Autonomous emergency braking (AEB) technology has slowly made its way into new vehicles across the past decade, and the potentially life-saving safety technology will become mandatory in every new car sold in Australia from March 2025.
While not every AEB system is perfect – with reports of ‘phantom’ braking in some models – a study from the US has shown that AEB in near-new vehicles more than halves front-to-rear crashes.
The study, conducted by the Partnership for Analytics Research in Traffic Safety (PARTS), saw police-reported data from 21.2 million crashes and 98 million vehicles analysed to determine the effectiveness of certain advanced driver assistance systems (ADAS).
Vehicles included those from Ford, Hyundai, General Motors, Honda, Mazda, Mitsubishi, Stellantis, Subaru, and Toyota, with two data sets included.
Hundreds of new car deals are available through CarExpert right now. Get the experts on your side and score a great deal. Browse now.
The first was for AEB-equipped vehicles from model years 2015 to 2017, which saw the technology contribute to a 46 per cent reduction in rear-end crashes.
This figure increased for 2021 to 2023 model year vehicles, for which AEB was found to cut front-to-rear impacts by 52 per cent.
According to PARTS, the data also showed pedestrian-detecting AEB systems reduced single-vehicle collisions with vulnerable road users – such as pedestrians, cyclists, scooter riders and wheelchair users – by nine per cent.
In the US, pedestrian fatalities account for 18 per cent of the nation’s road toll. In Australia the figure is closer to 13 per cent.
The latest PARTS study was an expansion of an earlier look into AEB effectiveness in 2022, which covered 47 million vehicles built between 2015 and 2020.
That earlier study also covered the effectiveness of forward collision warning, which when paired with AEB reduces the chance of a nose-to-tail crash by 49 per cent.
For context, forward collision warning alone only reduces the chances of a crash by 13 per cent.
PARTS’ earlier study additionally discovered the likelihood of motorists suffering injuries in a crash decreased by 53 per cent when both systems were active.
Further studies are yet to come, with Kia recently gaining PARTS membership.
“The data will be used to further study ADAS effectiveness in reducing crash severity,” PARTS said in a media statement.
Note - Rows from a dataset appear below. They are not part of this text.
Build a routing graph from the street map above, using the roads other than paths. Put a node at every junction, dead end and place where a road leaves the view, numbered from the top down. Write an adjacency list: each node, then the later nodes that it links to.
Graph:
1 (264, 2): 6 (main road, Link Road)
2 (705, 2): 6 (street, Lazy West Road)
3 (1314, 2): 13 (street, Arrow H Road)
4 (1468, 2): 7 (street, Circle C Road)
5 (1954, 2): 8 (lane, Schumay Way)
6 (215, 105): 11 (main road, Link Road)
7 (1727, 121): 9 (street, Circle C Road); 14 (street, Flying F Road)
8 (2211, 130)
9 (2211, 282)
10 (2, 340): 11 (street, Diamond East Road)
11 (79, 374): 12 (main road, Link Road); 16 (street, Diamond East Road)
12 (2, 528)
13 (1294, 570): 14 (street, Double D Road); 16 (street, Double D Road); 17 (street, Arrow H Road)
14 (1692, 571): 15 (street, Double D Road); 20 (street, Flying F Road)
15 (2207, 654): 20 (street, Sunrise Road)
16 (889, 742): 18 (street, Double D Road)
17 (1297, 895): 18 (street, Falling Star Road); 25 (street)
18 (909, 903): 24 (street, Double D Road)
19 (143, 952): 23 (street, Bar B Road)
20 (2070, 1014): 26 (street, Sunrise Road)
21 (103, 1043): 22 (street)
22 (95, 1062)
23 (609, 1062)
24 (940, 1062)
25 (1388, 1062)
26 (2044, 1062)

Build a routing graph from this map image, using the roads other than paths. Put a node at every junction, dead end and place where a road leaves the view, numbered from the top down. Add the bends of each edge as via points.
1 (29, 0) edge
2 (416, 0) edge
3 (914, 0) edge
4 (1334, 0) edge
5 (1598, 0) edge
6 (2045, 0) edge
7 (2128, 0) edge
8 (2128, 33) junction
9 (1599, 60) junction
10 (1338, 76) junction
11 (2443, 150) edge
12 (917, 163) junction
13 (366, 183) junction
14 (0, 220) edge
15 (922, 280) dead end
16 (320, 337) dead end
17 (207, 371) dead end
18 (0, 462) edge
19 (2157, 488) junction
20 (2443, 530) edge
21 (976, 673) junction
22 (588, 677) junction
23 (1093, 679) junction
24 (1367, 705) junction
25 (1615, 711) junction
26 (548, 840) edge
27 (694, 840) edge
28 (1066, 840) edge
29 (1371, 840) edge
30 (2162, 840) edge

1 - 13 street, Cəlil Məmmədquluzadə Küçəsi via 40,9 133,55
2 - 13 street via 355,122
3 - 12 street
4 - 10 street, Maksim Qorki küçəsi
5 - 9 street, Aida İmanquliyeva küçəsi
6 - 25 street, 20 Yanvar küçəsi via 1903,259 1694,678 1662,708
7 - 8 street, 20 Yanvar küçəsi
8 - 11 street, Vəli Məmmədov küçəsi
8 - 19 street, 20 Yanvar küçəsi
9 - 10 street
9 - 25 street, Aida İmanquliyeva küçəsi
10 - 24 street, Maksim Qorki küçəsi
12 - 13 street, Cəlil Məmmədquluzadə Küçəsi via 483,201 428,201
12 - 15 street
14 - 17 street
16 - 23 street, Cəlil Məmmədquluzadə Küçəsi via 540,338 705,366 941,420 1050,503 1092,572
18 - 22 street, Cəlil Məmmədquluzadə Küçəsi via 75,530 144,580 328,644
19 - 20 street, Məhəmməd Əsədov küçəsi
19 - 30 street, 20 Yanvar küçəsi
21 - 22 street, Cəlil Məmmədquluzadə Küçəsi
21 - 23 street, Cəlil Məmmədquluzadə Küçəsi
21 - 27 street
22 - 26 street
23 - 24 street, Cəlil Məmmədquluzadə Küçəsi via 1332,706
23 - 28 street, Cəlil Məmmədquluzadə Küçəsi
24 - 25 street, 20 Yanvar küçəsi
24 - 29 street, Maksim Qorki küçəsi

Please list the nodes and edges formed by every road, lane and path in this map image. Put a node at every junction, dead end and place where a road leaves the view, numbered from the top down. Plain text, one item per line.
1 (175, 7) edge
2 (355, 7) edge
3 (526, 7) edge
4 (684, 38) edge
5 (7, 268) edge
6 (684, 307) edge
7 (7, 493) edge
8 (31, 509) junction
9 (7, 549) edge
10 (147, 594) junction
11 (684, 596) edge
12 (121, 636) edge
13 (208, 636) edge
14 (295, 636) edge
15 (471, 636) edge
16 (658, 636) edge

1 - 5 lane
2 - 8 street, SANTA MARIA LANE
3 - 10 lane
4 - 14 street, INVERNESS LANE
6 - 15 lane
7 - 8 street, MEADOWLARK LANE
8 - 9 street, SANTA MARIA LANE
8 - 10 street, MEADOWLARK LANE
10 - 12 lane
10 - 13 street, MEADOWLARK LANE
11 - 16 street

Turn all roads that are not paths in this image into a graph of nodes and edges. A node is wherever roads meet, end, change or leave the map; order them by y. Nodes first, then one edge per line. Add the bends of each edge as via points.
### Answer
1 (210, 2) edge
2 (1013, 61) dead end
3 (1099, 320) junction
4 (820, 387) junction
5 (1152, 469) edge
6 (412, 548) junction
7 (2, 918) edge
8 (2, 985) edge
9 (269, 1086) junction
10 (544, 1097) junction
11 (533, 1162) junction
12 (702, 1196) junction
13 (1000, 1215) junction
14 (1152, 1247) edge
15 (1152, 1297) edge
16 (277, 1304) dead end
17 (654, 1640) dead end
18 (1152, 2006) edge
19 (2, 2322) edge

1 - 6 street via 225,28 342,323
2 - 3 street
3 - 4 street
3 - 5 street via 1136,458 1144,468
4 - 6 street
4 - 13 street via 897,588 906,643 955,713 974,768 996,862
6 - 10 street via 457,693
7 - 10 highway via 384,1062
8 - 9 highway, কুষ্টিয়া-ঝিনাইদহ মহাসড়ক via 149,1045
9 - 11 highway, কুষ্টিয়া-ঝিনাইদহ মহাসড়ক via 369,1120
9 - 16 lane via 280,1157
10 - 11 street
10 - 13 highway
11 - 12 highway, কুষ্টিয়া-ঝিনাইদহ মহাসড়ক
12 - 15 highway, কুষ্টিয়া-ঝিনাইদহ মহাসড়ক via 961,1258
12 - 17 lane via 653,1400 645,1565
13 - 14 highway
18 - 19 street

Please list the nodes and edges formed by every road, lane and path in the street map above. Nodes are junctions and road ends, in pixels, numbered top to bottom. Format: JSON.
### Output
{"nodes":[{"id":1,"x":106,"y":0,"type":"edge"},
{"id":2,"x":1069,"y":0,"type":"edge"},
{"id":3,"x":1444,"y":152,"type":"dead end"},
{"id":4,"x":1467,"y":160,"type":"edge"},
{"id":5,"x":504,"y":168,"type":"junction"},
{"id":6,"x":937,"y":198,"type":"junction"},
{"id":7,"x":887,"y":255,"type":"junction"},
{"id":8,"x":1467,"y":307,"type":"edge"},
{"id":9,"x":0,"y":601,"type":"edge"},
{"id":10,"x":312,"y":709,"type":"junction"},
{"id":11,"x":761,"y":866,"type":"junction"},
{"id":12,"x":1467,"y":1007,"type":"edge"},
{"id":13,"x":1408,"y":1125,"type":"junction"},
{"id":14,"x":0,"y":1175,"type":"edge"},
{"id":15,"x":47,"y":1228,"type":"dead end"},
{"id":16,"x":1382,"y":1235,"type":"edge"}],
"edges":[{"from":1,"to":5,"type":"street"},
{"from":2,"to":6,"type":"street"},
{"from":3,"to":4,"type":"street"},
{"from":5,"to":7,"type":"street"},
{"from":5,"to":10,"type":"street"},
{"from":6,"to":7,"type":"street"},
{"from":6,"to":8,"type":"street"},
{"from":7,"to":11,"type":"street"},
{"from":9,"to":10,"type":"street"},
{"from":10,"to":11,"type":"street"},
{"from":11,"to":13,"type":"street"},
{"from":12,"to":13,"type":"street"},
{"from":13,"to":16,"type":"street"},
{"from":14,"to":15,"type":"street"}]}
“The effectiveness study considered whether a vehicle was equipped with a given ADAS feature at the time of manufacture, and future studies will attempt to assess whether that feature was on or activated at the time of crash.”
Previous data from Australia’s Monash University Accident Research Centre shows AEB can reduce vehicle occupant trauma by 28 per cent, while data from Euro NCAP – ANCAP’s European sister organisation – shows it can cut rear-end crashes by 40 per cent.
As reported earlier this month, the introduction of Australian Design Rule 98/00 – mandating autonomous emergency braking (AEB) systems that meet specific technical requirements across all new vehicles on sale – has resulted in the local axing of the Mazda 6, the current Mitsubishi ASX, the Eclipse Cross and Pajero Sport.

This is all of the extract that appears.